The three-drug combination worked against 73 strains of MRSA and in mice infected with the pathogen.

By Stephen Feller
Share with X

ST. LOUIS, Sept. 14 (UPI) -- A combination of 3 antibiotics was found in a study to kill methicillin-resistant Staphylococcus aureus, or MRSA, in all mice that were treated with it.

The research team has been working with antibiotics that are ineffective against specific pathogens that have evolved to resist them. The three drugs they tested against MRSA -- meropenem, piperacillin and tazobactam -- are members of a group of antibiotic called beta-lactams that have not had an effect against MRSA in decades.

When combined, the researchers reported it was as effective as one of the strongest drugs available to treat the pathogen.

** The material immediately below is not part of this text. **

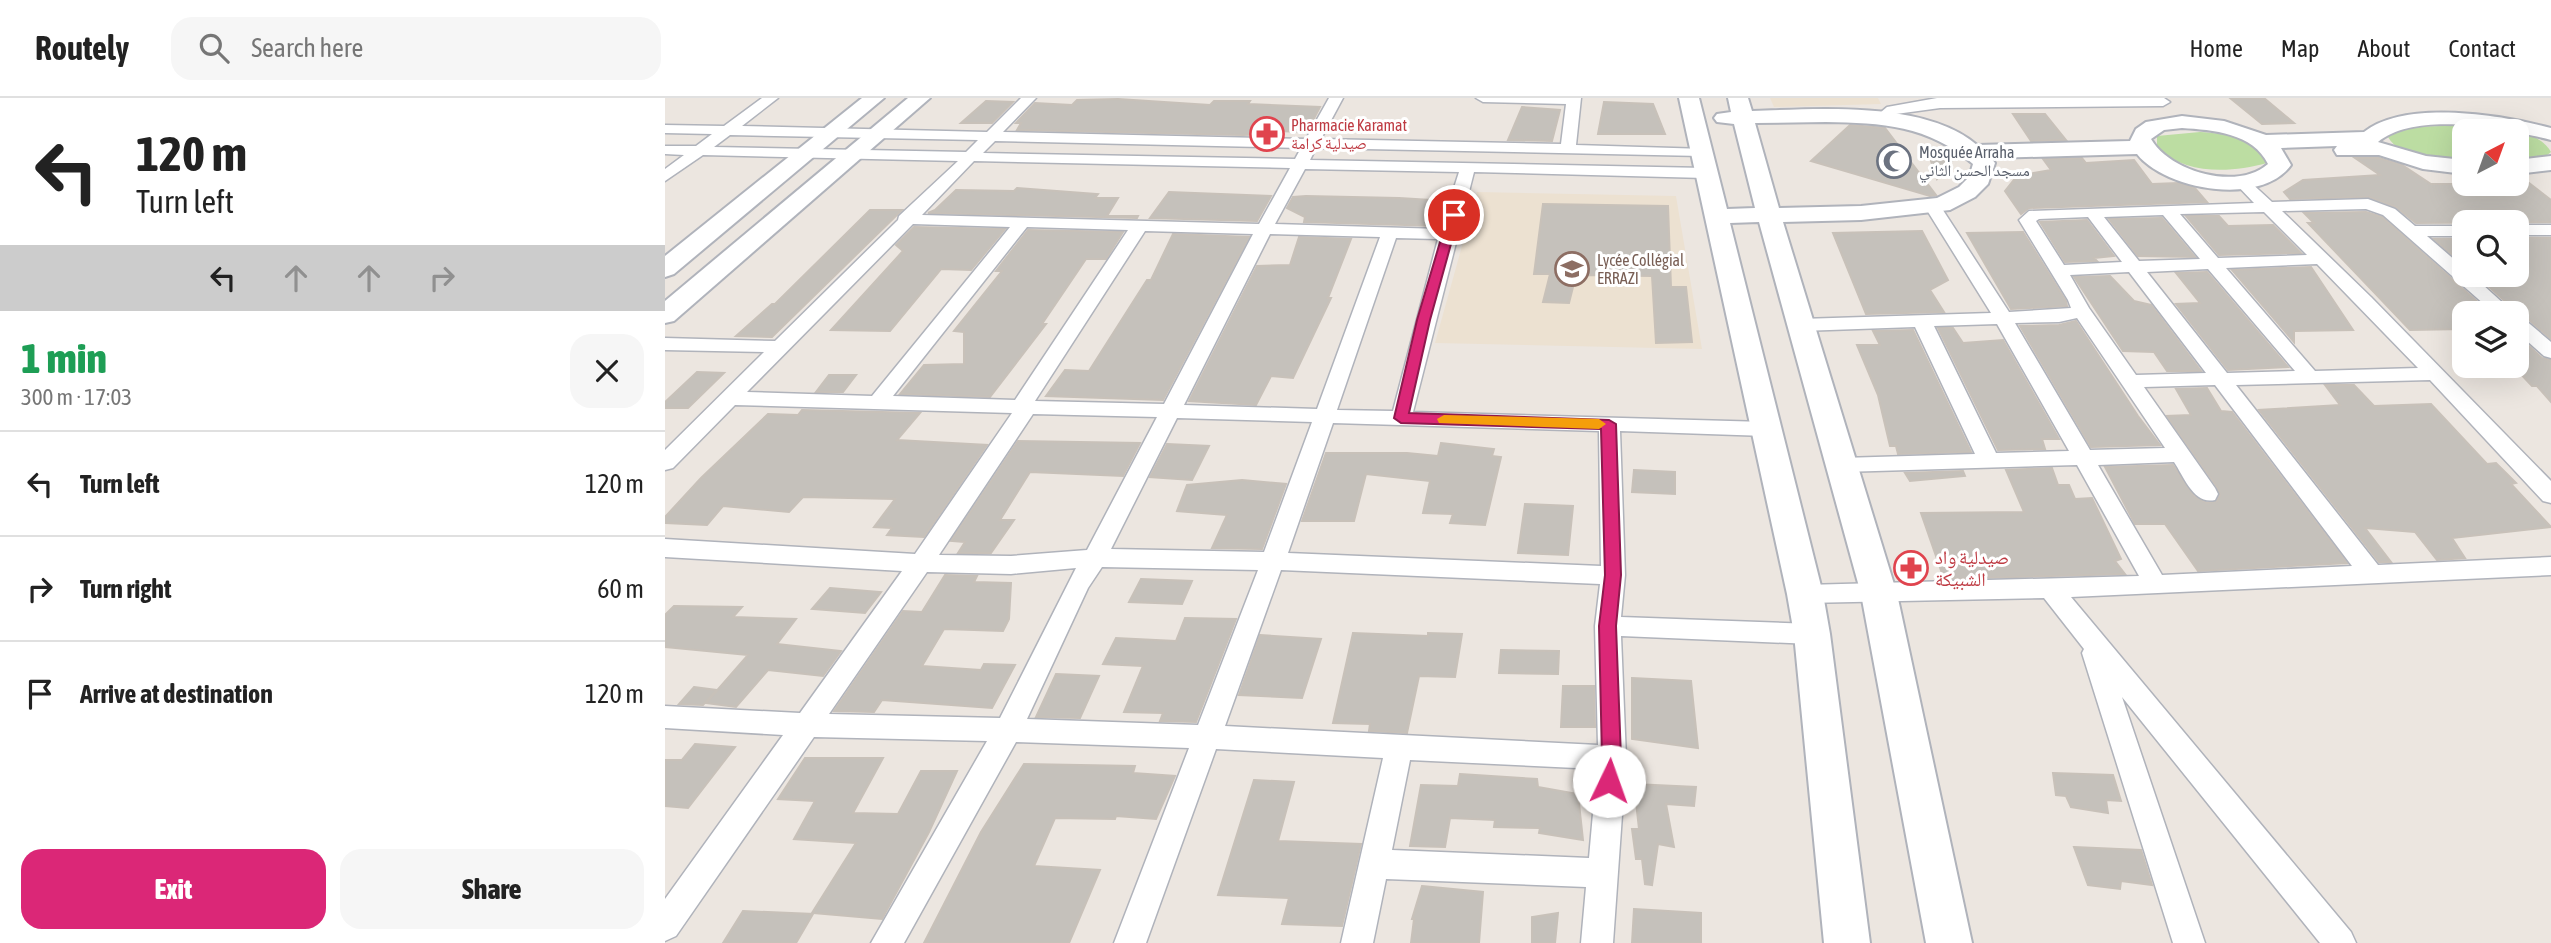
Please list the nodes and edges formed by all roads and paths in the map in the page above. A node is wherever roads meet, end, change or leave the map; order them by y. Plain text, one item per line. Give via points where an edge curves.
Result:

"This three-drug combination appears to prevent MRSA from becoming resistant to it," said Dr. Gautam Dantas, an associate professor of pathology and immunology, in a press release. "We know all bacteria eventually develop resistance to antibiotics, but this trio buys us some time, potentially a significant amount of time."

Researchers started off by testing out the drug combination on 73 different strains of the MRSA microbe, finding it was effective against all of them. When they began testing the combination on mice infected with MRSA, they found it cured the infection in every mouse. There was also no indication the pathogen was developing resistance to the combination during treatment.

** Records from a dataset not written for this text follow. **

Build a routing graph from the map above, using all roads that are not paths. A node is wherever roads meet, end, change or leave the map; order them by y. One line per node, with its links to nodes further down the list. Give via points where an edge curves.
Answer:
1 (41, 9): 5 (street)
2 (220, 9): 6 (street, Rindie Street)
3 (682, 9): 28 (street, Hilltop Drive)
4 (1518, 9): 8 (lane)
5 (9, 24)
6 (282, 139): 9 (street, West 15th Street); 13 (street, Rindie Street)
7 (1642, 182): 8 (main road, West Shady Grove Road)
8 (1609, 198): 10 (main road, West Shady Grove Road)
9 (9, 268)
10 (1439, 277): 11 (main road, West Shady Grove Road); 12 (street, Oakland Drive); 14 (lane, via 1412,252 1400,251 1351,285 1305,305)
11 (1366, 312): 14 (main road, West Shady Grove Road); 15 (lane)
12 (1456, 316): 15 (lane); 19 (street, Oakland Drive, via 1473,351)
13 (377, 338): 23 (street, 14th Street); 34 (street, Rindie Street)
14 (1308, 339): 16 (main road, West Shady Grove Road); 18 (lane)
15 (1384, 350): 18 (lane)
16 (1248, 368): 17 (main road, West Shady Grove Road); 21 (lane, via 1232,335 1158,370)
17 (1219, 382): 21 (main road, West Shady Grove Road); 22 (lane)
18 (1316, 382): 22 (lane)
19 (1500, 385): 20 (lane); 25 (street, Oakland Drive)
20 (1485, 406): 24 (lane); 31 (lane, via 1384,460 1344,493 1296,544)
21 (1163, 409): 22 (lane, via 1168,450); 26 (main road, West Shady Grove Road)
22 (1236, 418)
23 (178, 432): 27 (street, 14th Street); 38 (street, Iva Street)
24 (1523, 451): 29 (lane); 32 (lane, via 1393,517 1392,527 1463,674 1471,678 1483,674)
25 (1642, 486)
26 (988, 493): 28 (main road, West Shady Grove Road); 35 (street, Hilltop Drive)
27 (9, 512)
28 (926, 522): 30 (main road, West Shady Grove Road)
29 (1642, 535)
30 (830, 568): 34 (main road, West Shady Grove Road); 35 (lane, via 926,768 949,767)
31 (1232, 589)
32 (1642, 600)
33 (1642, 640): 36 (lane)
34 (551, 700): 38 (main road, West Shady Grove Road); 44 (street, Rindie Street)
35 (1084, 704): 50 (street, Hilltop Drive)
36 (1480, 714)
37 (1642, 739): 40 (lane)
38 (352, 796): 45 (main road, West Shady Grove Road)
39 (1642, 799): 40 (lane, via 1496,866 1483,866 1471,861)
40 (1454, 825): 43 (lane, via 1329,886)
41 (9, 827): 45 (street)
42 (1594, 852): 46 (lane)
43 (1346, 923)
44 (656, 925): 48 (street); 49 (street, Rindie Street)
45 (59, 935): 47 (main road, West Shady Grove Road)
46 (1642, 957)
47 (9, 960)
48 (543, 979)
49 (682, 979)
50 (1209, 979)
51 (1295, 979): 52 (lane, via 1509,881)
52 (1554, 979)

In addition to testing out the effects of additional antibiotics that have become ineffective over time, based on the hope that combining them will make them useful again.

The researchers hope to try out the MRSA treatment out in humans.

"MRSA infections kill 11,000 people each year in the United States, and the pathogen is considered one of the world's worst drug-resistant microbes," said principal investigator Gautam Dantas, PhD, an associate professor of pathology and immunology. "Using the drug combination to treat people has the potential to begin quickly because all three antibiotics are approved by the FDA."

The study is published in Nature: Chemical Biology.